I went through WinRM-Certificate-Authentication document By Dave but unable to implement in a Workgroup environment.
Goal:-
500+ Workgroup clients need to be managed via PS. I have enabled the PS Remoting and so far it’s working like charm. Due to increase security thread and ransomware attack, we are frequently changing the local admin account password which is common across the board. I thought of moving the PS Remoting on HTTPS instead of HTTP and use Certificate authentication mode to stop transmitting password on a wire. In this way, I thought I can use single Mangement Server to connect to 500+ Workgroup system over HTTPS using Certificate Authentication. We do have SCCM in our environment but it only works on PS 3.0+ hence have to depend on PS.
Configuration:-
I Do have Active Directory CA and I use below code to get the certificate using PS from Workgroup System.
[pre]
$Username = ‘Domain\User’
$Password = ‘Password’
$pass = ConvertTo-SecureString -AsPlainText $Password -Force
$Cred = New-Object System.Management.Automation.PSCredential -ArgumentList $Username,$pass
$certSubject = “CN=$ENV:COMPUTERNAME”
$Cert = Get-Certificate -Template WinRM -Credential $Cred -SubjectName $certSubject -Url https://CA.Contoso.com/ADPolicyProvider_CEP_UsernamePassword/service.svc/CEP -CertStoreLocation cert:\LocalMachine\My -DnsName $ENV:COMPUTERNAME
[/pre]
Once I Obtain the Cert I use that cert to configure WinRM Listener.
[pre]
$thumbprint=(Get-ChildItem -Path Cert:\LocalMachine\my\ | Where-Object {$_.Subject -like “$certSubject”}).Thumbprint
$WinrmCreate= “winrm create --% winrm/config/Listener?Address=*+Transport=HTTPS @{Hostname=`”$ENV:COMPUTERNAME`";CertificateThumbprint=`"$thumbprint`"}"
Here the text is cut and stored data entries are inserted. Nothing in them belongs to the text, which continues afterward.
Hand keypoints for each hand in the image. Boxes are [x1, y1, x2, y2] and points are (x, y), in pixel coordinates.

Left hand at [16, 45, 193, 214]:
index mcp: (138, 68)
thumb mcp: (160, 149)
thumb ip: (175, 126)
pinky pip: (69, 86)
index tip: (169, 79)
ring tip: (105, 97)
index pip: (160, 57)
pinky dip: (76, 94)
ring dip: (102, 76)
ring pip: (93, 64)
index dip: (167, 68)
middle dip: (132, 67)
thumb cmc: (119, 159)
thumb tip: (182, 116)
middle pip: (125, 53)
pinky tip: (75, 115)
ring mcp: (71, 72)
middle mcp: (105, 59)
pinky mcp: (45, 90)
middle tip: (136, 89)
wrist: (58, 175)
invoke-expression $WinrmCreate
[/pre]
The post above config I can run below command successfully which gives me an indication that WinRM HTTPs listener is working fine.
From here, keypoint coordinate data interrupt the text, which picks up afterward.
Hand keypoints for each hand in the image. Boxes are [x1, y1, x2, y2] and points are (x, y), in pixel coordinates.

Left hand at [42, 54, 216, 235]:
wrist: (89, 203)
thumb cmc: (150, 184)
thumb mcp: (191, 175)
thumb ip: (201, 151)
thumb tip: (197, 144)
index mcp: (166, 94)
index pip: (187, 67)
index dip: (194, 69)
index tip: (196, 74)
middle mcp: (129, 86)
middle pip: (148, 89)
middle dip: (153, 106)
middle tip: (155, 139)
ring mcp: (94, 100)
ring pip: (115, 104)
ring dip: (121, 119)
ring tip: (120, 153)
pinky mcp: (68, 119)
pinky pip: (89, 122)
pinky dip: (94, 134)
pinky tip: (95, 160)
Invoke-Command -ScriptBlock $SB -ComputerName $COMP -Credential $RCred -Port 5986 -UseSSL
Now I below command on Workgroup system to configure the mapping. $CARoot is Thumbprint of RootCA which is in LocalMachine\Root and the commands execute successfully.
[pre]
New-Item -Path WSMan:\localhost\ClientCertificate -Credential $Cred1 -URI * -Subject * -Issuer $CARoot -Force -Confirm:$false
[/pre]
Challenge:-
-
Not sure which thumbprint should I use when I run invoke-command from Management System.
-
In Mapping, we have to use a local account. What happens if that account is deleted or the password of that account is changed.
-
Post configuring the WinRM over HTTPS If I use the IP address in computer name it fails with cert error. Since its difficult to track the exact computer and easy to work with IP can we use a wildcard in WinRM HTTPS listener.
Ex. If we can use *.contoso.com then we can use 10-10-10-1.contoso.com as computer name where computer IP will be 10.10.10.1.